И люди помогли. Одиночество человеческой души, погруженной в горе, оказалось разделенным.

Очень редко герои Чехова говорят об одиночестве, чаще молчат, посвистывают или, как доктор Дымов в «Попрыгунье», слушают песни и вздыхают. «После обеда Коростелев садился за рояль, а Дымов вздыхал и говорил ему:

— Эх, брат! Ну, да что! Сыграй-ка что-нибудь печальное» (8, 21).

Коростелев играл и пел, а «Дымов еще раз вздыхал, подпирал голову кулаком и задумывался» (8, 22).

III

Таинственное и порой жестокое испытание — одиночество поэта, художника.
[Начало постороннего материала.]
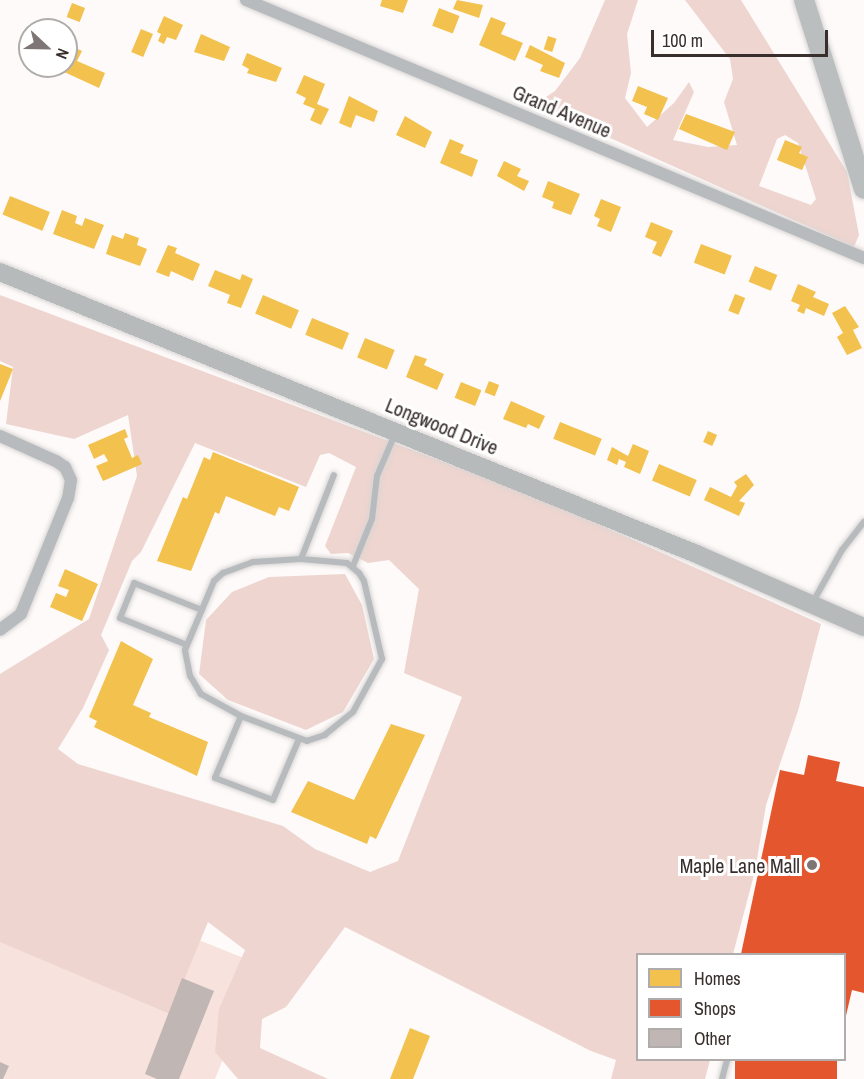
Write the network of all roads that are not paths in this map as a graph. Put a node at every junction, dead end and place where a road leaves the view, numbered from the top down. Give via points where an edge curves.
1 (246, 0) edge
2 (804, 0) edge
3 (864, 189) edge
4 (864, 258) edge
5 (0, 272) edge
6 (396, 432) junction
7 (0, 436) edge
8 (334, 474) dead end
9 (864, 522) edge
10 (301, 559) junction
11 (353, 566) junction
12 (812, 604) junction
13 (202, 609) junction
14 (864, 627) edge
15 (0, 630) edge
16 (187, 645) junction
17 (241, 716) junction
18 (299, 739) junction
19 (726, 1061) edge
20 (722, 1079) edge

1 - 4 street, Grand Avenue
2 - 3 main road
5 - 6 main road, Longwood Drive
6 - 11 lane via 377,476 372,519
6 - 12 main road, Longwood Drive
7 - 15 street via 56,461 65,467 71,480 68,498 21,614
8 - 10 lane
9 - 12 lane via 842,550
10 - 11 lane
10 - 13 lane via 231,568 214,581
11 - 18 lane via 364,581 382,650 381,667 360,702 337,728 316,740
12 - 14 main road, Longwood Drive
13 - 16 lane
13 - 16 lane via 134,583 120,618
16 - 17 lane via 187,664 194,686
17 - 18 lane
17 - 18 lane via 215,777 263,797 273,800
19 - 20 lane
Его надо предвидеть, его нужно осознать, на него нужно решиться и иметь мужество переносить.

«И благодаря искренности его, он создал новые, совершенно новые, по-моему, для всего мира формы письма, подобных которым я не встречал нигде!»6, — сказано Л. Толстым.
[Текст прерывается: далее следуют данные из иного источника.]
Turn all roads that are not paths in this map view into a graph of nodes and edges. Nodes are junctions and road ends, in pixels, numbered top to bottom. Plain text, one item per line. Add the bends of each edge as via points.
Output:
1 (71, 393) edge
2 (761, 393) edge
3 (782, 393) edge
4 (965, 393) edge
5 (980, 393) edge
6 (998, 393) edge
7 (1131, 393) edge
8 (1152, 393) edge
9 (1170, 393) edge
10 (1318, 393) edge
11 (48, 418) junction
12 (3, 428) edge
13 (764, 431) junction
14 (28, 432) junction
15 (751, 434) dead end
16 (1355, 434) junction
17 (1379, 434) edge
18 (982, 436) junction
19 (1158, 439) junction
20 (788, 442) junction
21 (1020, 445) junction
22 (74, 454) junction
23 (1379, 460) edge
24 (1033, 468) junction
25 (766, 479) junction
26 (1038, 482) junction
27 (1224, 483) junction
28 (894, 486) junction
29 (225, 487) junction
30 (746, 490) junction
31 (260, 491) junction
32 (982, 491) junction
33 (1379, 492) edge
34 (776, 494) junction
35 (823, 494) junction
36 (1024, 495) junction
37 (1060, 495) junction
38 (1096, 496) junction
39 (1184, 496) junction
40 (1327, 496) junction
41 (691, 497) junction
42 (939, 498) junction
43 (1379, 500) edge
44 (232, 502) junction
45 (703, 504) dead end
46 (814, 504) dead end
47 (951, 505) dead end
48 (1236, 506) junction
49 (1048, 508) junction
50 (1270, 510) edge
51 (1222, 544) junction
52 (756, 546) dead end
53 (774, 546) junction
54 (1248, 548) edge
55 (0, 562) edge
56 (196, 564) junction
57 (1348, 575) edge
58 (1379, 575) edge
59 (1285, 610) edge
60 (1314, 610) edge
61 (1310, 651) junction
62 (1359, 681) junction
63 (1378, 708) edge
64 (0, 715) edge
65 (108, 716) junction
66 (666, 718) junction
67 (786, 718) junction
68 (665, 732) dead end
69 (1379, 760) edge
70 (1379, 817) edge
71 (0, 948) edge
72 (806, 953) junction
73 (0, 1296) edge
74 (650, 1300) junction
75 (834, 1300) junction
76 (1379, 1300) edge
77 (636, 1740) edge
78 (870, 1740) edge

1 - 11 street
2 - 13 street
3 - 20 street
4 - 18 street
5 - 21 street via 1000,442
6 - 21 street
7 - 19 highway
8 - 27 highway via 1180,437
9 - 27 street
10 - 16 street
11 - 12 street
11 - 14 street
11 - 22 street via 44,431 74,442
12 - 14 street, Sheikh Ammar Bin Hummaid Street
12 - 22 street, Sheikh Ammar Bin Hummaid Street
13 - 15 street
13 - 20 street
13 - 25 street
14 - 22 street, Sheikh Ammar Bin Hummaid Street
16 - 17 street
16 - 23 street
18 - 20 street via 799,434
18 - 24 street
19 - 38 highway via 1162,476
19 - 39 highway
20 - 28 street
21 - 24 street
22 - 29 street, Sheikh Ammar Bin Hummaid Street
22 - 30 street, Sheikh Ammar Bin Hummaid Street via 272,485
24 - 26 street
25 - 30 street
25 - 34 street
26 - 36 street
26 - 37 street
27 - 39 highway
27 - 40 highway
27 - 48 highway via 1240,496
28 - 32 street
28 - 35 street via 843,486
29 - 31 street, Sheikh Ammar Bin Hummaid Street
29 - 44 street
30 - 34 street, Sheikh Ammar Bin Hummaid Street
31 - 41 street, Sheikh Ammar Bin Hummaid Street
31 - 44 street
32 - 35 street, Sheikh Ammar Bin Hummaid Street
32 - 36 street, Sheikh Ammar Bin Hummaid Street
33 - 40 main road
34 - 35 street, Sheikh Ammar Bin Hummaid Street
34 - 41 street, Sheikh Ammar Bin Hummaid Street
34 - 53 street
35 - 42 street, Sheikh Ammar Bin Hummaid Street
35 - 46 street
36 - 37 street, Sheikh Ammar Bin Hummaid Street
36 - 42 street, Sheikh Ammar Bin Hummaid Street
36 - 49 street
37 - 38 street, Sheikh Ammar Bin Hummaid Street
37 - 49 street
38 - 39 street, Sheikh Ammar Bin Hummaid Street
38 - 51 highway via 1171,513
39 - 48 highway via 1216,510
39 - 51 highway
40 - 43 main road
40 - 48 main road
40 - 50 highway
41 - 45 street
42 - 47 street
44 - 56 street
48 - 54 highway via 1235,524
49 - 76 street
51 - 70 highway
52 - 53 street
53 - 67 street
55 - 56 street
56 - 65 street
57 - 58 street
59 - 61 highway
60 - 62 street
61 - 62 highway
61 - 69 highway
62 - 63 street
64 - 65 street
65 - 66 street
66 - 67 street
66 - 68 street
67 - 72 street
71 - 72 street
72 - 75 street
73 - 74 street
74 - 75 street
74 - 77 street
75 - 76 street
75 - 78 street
Идущий впереди всегда одинок.

Чеховское одиночество — это, в первую очередь, жажда уединенного, свободного, творческого труда. Это желание «уходить на огород и полоть там бедную травку, которая никому не мешает». Это возможность быть наедине с собой, своими героями и со всем миром. Это безграничный выбор внутреннего собеседника. Может быть, в этом случае одиночество — самый короткий путь к человечеству.

Чеховское одиночество — в умении сосредоточиться на болевых точках жизни человека и общества. Умение реагировать на боль. Умение сказать об этом всем — городу и миру. Это утроенное внимание и любовь к рядом живущему человеку и к природе, окружающей нас.

Это возможность доверять своему голосу, думая и помня о всех голосах.

Это власть над собственной судьбой и временем.

Это свобода от какого-либо насилия и лжи.

Это правда и красота, которые «всегда составляли главное в человеческой жизни и вообще на земле...» (8, 309).

Показав на страницах рассказов, повестей и пьес одиночество развитой, глубоко и живо чувствующей души, Чехов этим самым объединил эти души и соединил их не только с нами, ныне живущими, но и с будущим поколением. И стал необходим всем.

Мы теперь понимаем, что, не будь этого подвига одиночества, мы не получили бы в наследство высокую душу. В одиночестве дозревает душа, которая может обнять всех, понять все и все отдать.

Чеховское одиночество оказалось преодоленным творчески — правдой и красотой его поэзии. Одиночество, которое сейчас предстает перед нами как открытое всему миру прекрасное сердце художника.

Примечания

1. Бунин И.А. О Чехове // Литературное наследство. Чехов. Т. 68. — М.: Изд-во АН СССР, 1960. — С. 666.

2. Урания. — М., 1994. — № 4. — С. 19.

3. Пушкин А.С. Поэту (сонет). 1830.

4. Урания. — М., 1994. — № 4. — С. 13.

5. Раджниш Ошо. Психология эзотерического. — М., 1992. — С. 9—12.

6. Толстой о Чехове: Неизвестные высказывания // Литературное наследство изд. — С. 875.